Título: PF prende diretores do Ibama em quadrilha de extração de madeira
Autor: Lígia Formenti e Vasconcelo Quadros
Fonte: O Estado de São Paulo, 03/06/2005, Nacional, p. A4

A maior quadrilha especializada na extração ilegal e venda de madeira na Amazônia começou a ser desmontada ontem pela Polícia Federal, numa operação batizada de Curupira. Entre acusados de participar do esquema estão vários integrantes do Instituto Brasileiro de Meio Ambiente (Ibama), incluindo o diretor de Florestas, Antonio Carlos Hummel, e o gerente-executivo do Ibama em Cuiabá, Hugo José Werle. Depois de passar o dia foragido, Hummel foi preso. Até o início da noite, 87 pessoas já haviam sido presas na operação, tida como a maior já realizada pela Polícia Federal na Amazônia. O presidente da Fundação Estadual do Meio Ambiente (Fema) do Mato Grosso, Moacir Pires, também foi preso.

Para desbaratar o esquema, a Justiça decretou a prisão temporária de 124 pessoas, entre despachantes, integrantes do Ibama e empresários, e 168 mandados de busca e apreensão. Durante a operação, dois carros importados, um avião, uma lancha e R$ 140 mil foram apreendidos.

As investigações do esquema de corrupção e fraude começaram a ser feitas há nove meses pela Polícia Federal, Ministério do Meio Ambiente e Ministério Público Federal. Até ontem, a lista de envolvidos era de 89 pessoas. O Ministério Público, porém, acrescentou mais 40 nomes à relação. Entre eles, o de Hummel.

As fraudes tinham como ponto de partida a extração ilegal de madeira no Mato Grosso. Para "esquentar" o produto depositado nas madeireiras, Autorizações para Transporte de Produtos Florestais (ATPFs) eram falsificadas. O documento, feito pela Casa da Moeda, é usado como instrumento de fiscalização pelo Ibama e como uma espécie de certificado de origem da madeira.

O vice-presidente do Ibama, Luiz Fernando Nerico, informou que havia várias formas de fraude de ATPFs. Desde preenchimento incorreto das vias até a "reciclagem": depois de usada, era submetida a uma lavagem com produtos químicos e depois novamente preenchida, como se fosse nova. Segundo a Polícia Federal, uma ATPF em branco era comercializada ao custo de R$ 2 mil. Para facilitar a operação, 431 empresas fantasmas foram criadas.

Pelos cálculos feitos até agora, o volume de madeira transportado ilegalmente pela quadrilha seria suficiente para carregar 76 mil caminhões que, enfileirados, cobririam a distância entre o Rio e Brasília.
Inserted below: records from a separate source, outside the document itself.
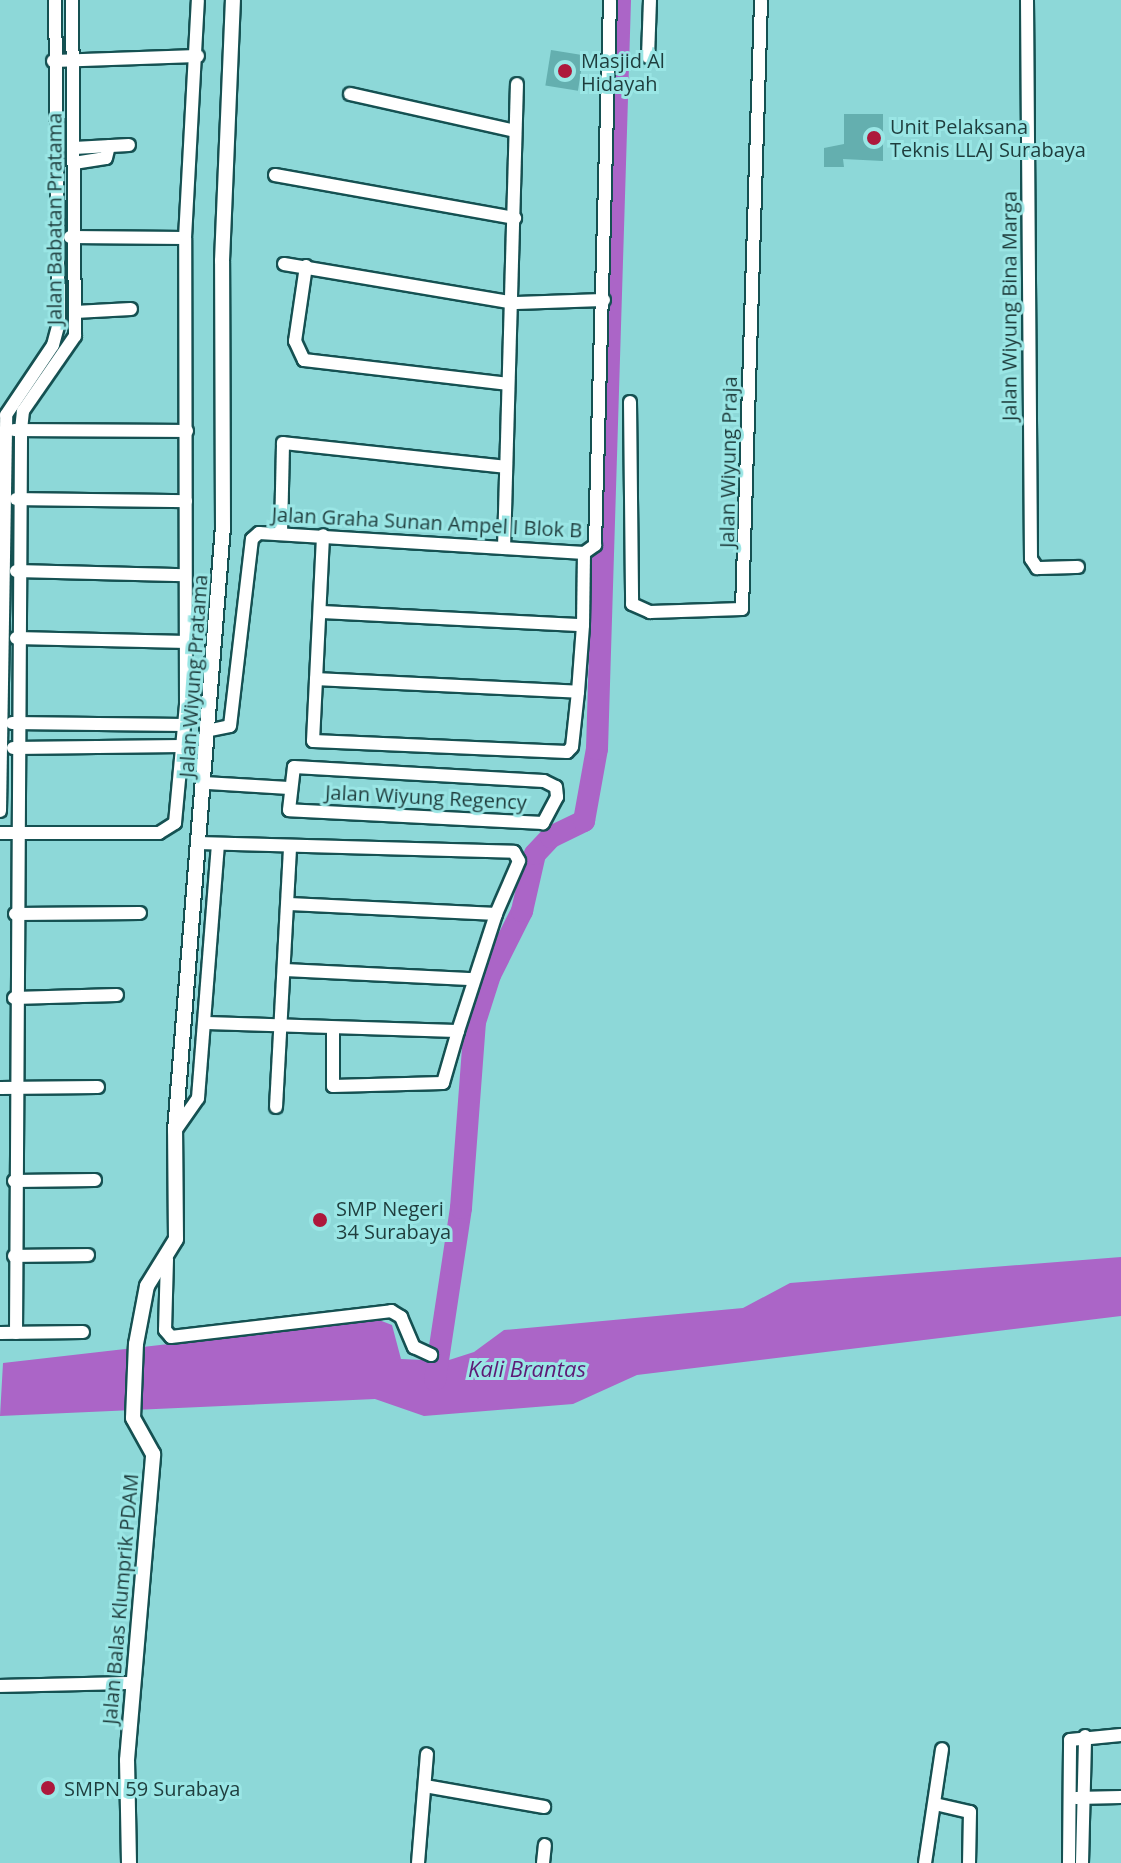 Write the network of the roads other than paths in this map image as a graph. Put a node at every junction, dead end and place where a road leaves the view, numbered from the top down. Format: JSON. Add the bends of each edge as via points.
{"nodes":[{"id":1,"x":55,"y":0,"type":"edge"},
{"id":2,"x":72,"y":0,"type":"edge"},
{"id":3,"x":198,"y":0,"type":"edge"},
{"id":4,"x":233,"y":0,"type":"edge"},
{"id":5,"x":610,"y":0,"type":"edge"},
{"id":6,"x":650,"y":0,"type":"edge"},
{"id":7,"x":761,"y":0,"type":"edge"},
{"id":8,"x":1027,"y":0,"type":"edge"},
{"id":9,"x":198,"y":56,"type":"junction"},
{"id":10,"x":648,"y":57,"type":"dead end"},
{"id":11,"x":53,"y":61,"type":"junction"},
{"id":12,"x":73,"y":61,"type":"junction"},
{"id":13,"x":517,"y":84,"type":"dead end"},
{"id":14,"x":350,"y":94,"type":"dead end"},
{"id":15,"x":511,"y":130,"type":"junction"},
{"id":16,"x":129,"y":145,"type":"dead end"},
{"id":17,"x":109,"y":146,"type":"junction"},
{"id":18,"x":74,"y":148,"type":"junction"},
{"id":19,"x":74,"y":163,"type":"junction"},
{"id":20,"x":275,"y":175,"type":"dead end"},
{"id":21,"x":515,"y":218,"type":"junction"},
{"id":22,"x":54,"y":236,"type":"junction"},
{"id":23,"x":74,"y":237,"type":"junction"},
{"id":24,"x":185,"y":238,"type":"junction"},
{"id":25,"x":284,"y":264,"type":"dead end"},
{"id":26,"x":306,"y":266,"type":"junction"},
{"id":27,"x":604,"y":300,"type":"junction"},
{"id":28,"x":515,"y":303,"type":"junction"},
{"id":29,"x":131,"y":309,"type":"dead end"},
{"id":30,"x":75,"y":312,"type":"junction"},
{"id":31,"x":507,"y":384,"type":"junction"},
{"id":32,"x":630,"y":402,"type":"dead end"},
{"id":33,"x":4,"y":430,"type":"junction"},
{"id":34,"x":21,"y":430,"type":"junction"},
{"id":35,"x":187,"y":431,"type":"junction"},
{"id":36,"x":506,"y":467,"type":"junction"},
{"id":37,"x":5,"y":499,"type":"junction"},
{"id":38,"x":21,"y":500,"type":"junction"},
{"id":39,"x":186,"y":501,"type":"junction"},
{"id":40,"x":281,"y":533,"type":"junction"},
{"id":41,"x":323,"y":535,"type":"junction"},
{"id":42,"x":504,"y":548,"type":"junction"},
{"id":43,"x":584,"y":553,"type":"junction"},
{"id":44,"x":1078,"y":567,"type":"dead end"},
{"id":45,"x":5,"y":570,"type":"junction"},
{"id":46,"x":22,"y":571,"type":"junction"},
{"id":47,"x":185,"y":575,"type":"junction"},
{"id":48,"x":322,"y":612,"type":"junction"},
{"id":49,"x":583,"y":625,"type":"junction"},
{"id":50,"x":5,"y":637,"type":"junction"},
{"id":51,"x":24,"y":639,"type":"junction"},
{"id":52,"x":187,"y":642,"type":"junction"},
{"id":53,"x":316,"y":679,"type":"junction"},
{"id":54,"x":578,"y":692,"type":"junction"},
{"id":55,"x":5,"y":723,"type":"junction"},
{"id":56,"x":19,"y":723,"type":"junction"},
{"id":57,"x":184,"y":725,"type":"junction"},
{"id":58,"x":211,"y":730,"type":"junction"},
{"id":59,"x":182,"y":746,"type":"junction"},
{"id":60,"x":4,"y":747,"type":"junction"},
{"id":61,"x":18,"y":748,"type":"junction"},
{"id":62,"x":206,"y":783,"type":"junction"},
{"id":63,"x":287,"y":788,"type":"junction"},
{"id":64,"x":0,"y":811,"type":"edge"},
{"id":65,"x":0,"y":833,"type":"edge"},
{"id":66,"x":15,"y":833,"type":"junction"},
{"id":67,"x":198,"y":843,"type":"junction"},
{"id":68,"x":218,"y":846,"type":"junction"},
{"id":69,"x":290,"y":847,"type":"junction"},
{"id":70,"x":290,"y":904,"type":"junction"},
{"id":71,"x":140,"y":913,"type":"dead end"},
{"id":72,"x":15,"y":914,"type":"junction"},
{"id":73,"x":496,"y":914,"type":"junction"},
{"id":74,"x":286,"y":970,"type":"junction"},
{"id":75,"x":473,"y":979,"type":"junction"},
{"id":76,"x":117,"y":995,"type":"dead end"},
{"id":77,"x":14,"y":998,"type":"junction"},
{"id":78,"x":205,"y":1023,"type":"junction"},
{"id":79,"x":281,"y":1027,"type":"junction"},
{"id":80,"x":333,"y":1030,"type":"junction"},
{"id":81,"x":458,"y":1031,"type":"junction"},
{"id":82,"x":98,"y":1087,"type":"dead end"},
{"id":83,"x":7,"y":1088,"type":"edge"},
{"id":84,"x":276,"y":1107,"type":"dead end"},
{"id":85,"x":175,"y":1131,"type":"junction"},
{"id":86,"x":95,"y":1180,"type":"dead end"},
{"id":87,"x":14,"y":1181,"type":"junction"},
{"id":88,"x":88,"y":1255,"type":"dead end"},
{"id":89,"x":14,"y":1256,"type":"junction"},
{"id":90,"x":167,"y":1259,"type":"junction"},
{"id":91,"x":83,"y":1332,"type":"dead end"},
{"id":92,"x":0,"y":1333,"type":"edge"},
{"id":93,"x":16,"y":1333,"type":"junction"},
{"id":94,"x":136,"y":1344,"type":"joint"},
{"id":95,"x":431,"y":1355,"type":"dead end"},
{"id":96,"x":132,"y":1683,"type":"junction"},
{"id":97,"x":0,"y":1686,"type":"edge"},
{"id":98,"x":1121,"y":1735,"type":"edge"},
{"id":99,"x":1085,"y":1736,"type":"junction"},
{"id":100,"x":942,"y":1749,"type":"dead end"},
{"id":101,"x":427,"y":1754,"type":"dead end"},
{"id":102,"x":425,"y":1786,"type":"junction"},
{"id":103,"x":1121,"y":1797,"type":"edge"},
{"id":104,"x":1077,"y":1798,"type":"junction"},
{"id":105,"x":935,"y":1804,"type":"junction"},
{"id":106,"x":544,"y":1807,"type":"dead end"},
{"id":107,"x":545,"y":1845,"type":"dead end"},
{"id":108,"x":129,"y":1863,"type":"edge"},
{"id":109,"x":418,"y":1863,"type":"edge"},
{"id":110,"x":543,"y":1863,"type":"edge"},
{"id":111,"x":925,"y":1863,"type":"edge"},
{"id":112,"x":969,"y":1863,"type":"edge"},
{"id":113,"x":1069,"y":1863,"type":"edge"},
{"id":114,"x":1082,"y":1863,"type":"edge"}],
"edges":[{"from":1,"to":11,"type":"street","name":"Jalan Babatan Pratama"},
{"from":2,"to":12,"type":"street","name":"Jalan Babatan Pratama"},
{"from":3,"to":9,"type":"street","name":"Jalan Wiyung Pratama"},
{"from":4,"to":58,"type":"street","name":"Jalan Wiyung Pratama","via":[[222,261],[223,527]]},
{"from":5,"to":27,"type":"street"},
{"from":6,"to":10,"type":"street"},
{"from":7,"to":32,"type":"street","name":"Jalan Wiyung Praja","via":[[742,609],[650,612],[632,604]]},
{"from":8,"to":44,"type":"street","name":"Jalan Wiyung Bina Marga","via":[[1031,559],[1037,568]]},
{"from":9,"to":12,"type":"street"},
{"from":9,"to":24,"type":"street","name":"Jalan Wiyung Pratama"},
{"from":11,"to":12,"type":"street"},
{"from":11,"to":22,"type":"street","name":"Jalan Babatan Pratama"},
{"from":12,"to":18,"type":"street","name":"Jalan Babatan Pratama"},
{"from":13,"to":15,"type":"street"},
{"from":14,"to":15,"type":"street"},
{"from":15,"to":21,"type":"street"},
{"from":16,"to":17,"type":"street"},
{"from":17,"to":18,"type":"street"},
{"from":17,"to":19,"type":"street","via":[[106,158]]},
{"from":18,"to":19,"type":"street","name":"Jalan Babatan Pratama"},
{"from":19,"to":23,"type":"street","name":"Jalan Babatan Pratama"},
{"from":20,"to":21,"type":"street"},
{"from":21,"to":28,"type":"street"},
{"from":22,"to":23,"type":"street"},
{"from":22,"to":33,"type":"street","name":"Jalan Babatan Pratama","via":[[58,335],[9,403]]},
{"from":23,"to":24,"type":"street"},
{"from":23,"to":30,"type":"street","name":"Jalan Babatan Pratama"},
{"from":24,"to":35,"type":"street","name":"Jalan Wiyung Pratama"},
{"from":25,"to":26,"type":"street"},
{"from":26,"to":28,"type":"street"},
{"from":26,"to":31,"type":"street","via":[[295,341],[304,360]]},
{"from":27,"to":28,"type":"street"},
{"from":27,"to":43,"type":"street","name":"Jalan Graha Sunan Ampel I Blok B","via":[[596,540]]},
{"from":28,"to":31,"type":"street"},
{"from":29,"to":30,"type":"street"},
{"from":30,"to":34,"type":"street","name":"Jalan Babatan Pratama","via":[[72,346],[23,411]]},
{"from":31,"to":36,"type":"street"},
{"from":33,"to":34,"type":"street"},
{"from":33,"to":37,"type":"street","name":"Jalan Babatan Pratama"},
{"from":34,"to":35,"type":"street"},
{"from":34,"to":38,"type":"street","name":"Jalan Babatan Pratama"},
{"from":35,"to":39,"type":"street","name":"Jalan Wiyung Pratama"},
{"from":36,"to":40,"type":"street","via":[[283,443]]},
{"from":36,"to":42,"type":"street"},
{"from":37,"to":38,"type":"street"},
{"from":37,"to":45,"type":"street","name":"Jalan Babatan Pratama"},
{"from":38,"to":39,"type":"street"},
{"from":38,"to":46,"type":"street","name":"Jalan Babatan Pratama"},
{"from":39,"to":47,"type":"street","name":"Jalan Wiyung Pratama"},
{"from":40,"to":41,"type":"street","name":"Jalan Graha Sunan Ampel I Blok B"},
{"from":40,"to":58,"type":"street","name":"Jalan Graha Sunan Ampel I Blok B","via":[[252,539],[230,726]]},
{"from":41,"to":42,"type":"street","name":"Jalan Graha Sunan Ampel I Blok B"},
{"from":41,"to":48,"type":"street"},
{"from":42,"to":43,"type":"street","name":"Jalan Graha Sunan Ampel I Blok B"},
{"from":43,"to":49,"type":"street"},
{"from":45,"to":46,"type":"street"},
{"from":45,"to":50,"type":"street","name":"Jalan Babatan Pratama"},
{"from":46,"to":47,"type":"street"},
{"from":46,"to":51,"type":"street","name":"Jalan Babatan Pratama"},
{"from":47,"to":52,"type":"street","name":"Jalan Wiyung Pratama"},
{"from":48,"to":49,"type":"street"},
{"from":48,"to":53,"type":"street"},
{"from":49,"to":54,"type":"street"},
{"from":50,"to":51,"type":"street"},
{"from":50,"to":55,"type":"street","name":"Jalan Babatan Pratama"},
{"from":51,"to":52,"type":"street"},
{"from":51,"to":56,"type":"street","name":"Jalan Babatan Pratama"},
{"from":52,"to":57,"type":"street","name":"Jalan Wiyung Pratama"},
{"from":53,"to":54,"type":"street"},
{"from":53,"to":54,"type":"street","via":[[313,741],[572,747]]},
{"from":55,"to":56,"type":"street"},
{"from":55,"to":60,"type":"street","name":"Jalan Babatan Pratama"},
{"from":56,"to":57,"type":"street"},
{"from":56,"to":61,"type":"street","name":"Jalan Babatan Pratama"},
{"from":57,"to":59,"type":"street","name":"Jalan Wiyung Pratama"},
{"from":58,"to":62,"type":"street","name":"Jalan Wiyung Pratama"},
{"from":59,"to":61,"type":"street"},
{"from":59,"to":66,"type":"street","name":"Jalan Wiyung Pratama","via":[[175,823],[159,833]]},
{"from":60,"to":61,"type":"street"},
{"from":60,"to":64,"type":"street","name":"Jalan Babatan Pratama"},
{"from":61,"to":66,"type":"street","name":"Jalan Babatan Pratama"},
{"from":62,"to":63,"type":"street"},
{"from":62,"to":67,"type":"street","name":"Jalan Wiyung Pratama"},
{"from":63,"to":63,"type":"street","name":"Jalan Wiyung Regency","via":[[294,767],[544,781],[557,791],[549,820],[539,823],[289,810]]},
{"from":65,"to":66,"type":"street"},
{"from":66,"to":72,"type":"street","name":"Jalan Babatan Pratama"},
{"from":67,"to":68,"type":"street"},
{"from":67,"to":85,"type":"street","name":"Jalan Wiyung Pratama"},
{"from":68,"to":69,"type":"street"},
{"from":68,"to":78,"type":"street"},
{"from":69,"to":70,"type":"street"},
{"from":69,"to":73,"type":"street","via":[[514,852],[519,861]]},
{"from":70,"to":73,"type":"street"},
{"from":70,"to":74,"type":"street"},
{"from":71,"to":72,"type":"street"},
{"from":72,"to":77,"type":"street","name":"Jalan Babatan Pratama"},
{"from":73,"to":75,"type":"street"},
{"from":74,"to":75,"type":"street"},
{"from":74,"to":79,"type":"street"},
{"from":75,"to":81,"type":"street"},
{"from":76,"to":77,"type":"street"},
{"from":77,"to":83,"type":"street","name":"Jalan Babatan Pratama"},
{"from":78,"to":79,"type":"street"},
{"from":78,"to":85,"type":"street","via":[[198,1098]]},
{"from":79,"to":80,"type":"street"},
{"from":79,"to":84,"type":"street"},
{"from":80,"to":81,"type":"street"},
{"from":80,"to":81,"type":"street","via":[[333,1086],[443,1083]]},
{"from":82,"to":83,"type":"street"},
{"from":83,"to":87,"type":"street","name":"Jalan Babatan Pratama"},
{"from":85,"to":90,"type":"street","name":"Jalan Wiyung Pratama","via":[[176,1239]]},
{"from":86,"to":87,"type":"street"},
{"from":87,"to":89,"type":"street","name":"Jalan Babatan Pratama"},
{"from":88,"to":89,"type":"street"},
{"from":89,"to":93,"type":"street","name":"Jalan Babatan Pratama"},
{"from":90,"to":94,"type":"street","name":"Jalan Wiyung Pratama","via":[[147,1286]]},
{"from":90,"to":95,"type":"street","via":[[165,1330],[171,1337],[391,1311],[401,1317],[414,1347]]},
{"from":91,"to":93,"type":"street"},
{"from":92,"to":93,"type":"street"},
{"from":94,"to":96,"type":"street","name":"Jalan Balas Klumprik PDAM","via":[[133,1418],[153,1454]]},
{"from":96,"to":97,"type":"street"},
{"from":96,"to":108,"type":"street","name":"Jalan Balas Klumprik PDAM"},
{"from":98,"to":99,"type":"street"},
{"from":99,"to":104,"type":"street"},
{"from":99,"to":104,"type":"street","via":[[1070,1741]]},
{"from":100,"to":105,"type":"street"},
{"from":101,"to":102,"type":"street"},
{"from":102,"to":106,"type":"street"},
{"from":102,"to":109,"type":"street"},
{"from":103,"to":104,"type":"street"},
{"from":104,"to":113,"type":"street"},
{"from":104,"to":114,"type":"street"},
{"from":105,"to":111,"type":"street"},
{"from":105,"to":112,"type":"street","via":[[970,1812]]},
{"from":107,"to":110,"type":"street"}]}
A derrubada ilegal de madeira, que a quadrilha começou a praticar em 1990, abriu nas florestas de Mato Grosso uma clareira equivalente a 43 mil hectares , o que corresponde a 52 mil campos de futebol. A carga é avaliada em R$ 890 milhões. Para promover a recomposição da área devastada, o governo teria de investir cerca de R$ 108 milhões.

Werle e seu substituto no Ibama do Mato Grosso foram presos sob a acusação de corrupção passiva e enriquecimento ilícito. Dados reunidos pela Polícia Federal demonstram que Werle conseguiu aumentar seu patrimônio em R$ 426 mil durante os dois anos que esteve no cargo. A Polícia Federal também interditou três madeireiras que atuavam na região: Sulmap, Ancacil e Madeplacas. As duas primeiras são multinacionais e enviariam a madeira derrubada ilegalmente para a China.
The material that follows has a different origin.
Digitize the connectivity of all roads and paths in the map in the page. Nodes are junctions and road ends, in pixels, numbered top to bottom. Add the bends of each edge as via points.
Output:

A Polícia Federal informou que mandados de prisão deveriam ser cumpridos também no Distrito Federal, Rondônia, Acre e Santa Catarina.

Levantamento feito pelo Ministério do Meio Ambiente mostra que o Estado do Mato Grosso foi responsável por 48% do total de desmatamento registrado entre 2003 e 2004. Dos 26,14 hectares desmatados em toda a Amazônia, 12,5 foram registrados no Mato Grosso. Esse índice representa um aumento de 20% em relação ao ano anterior.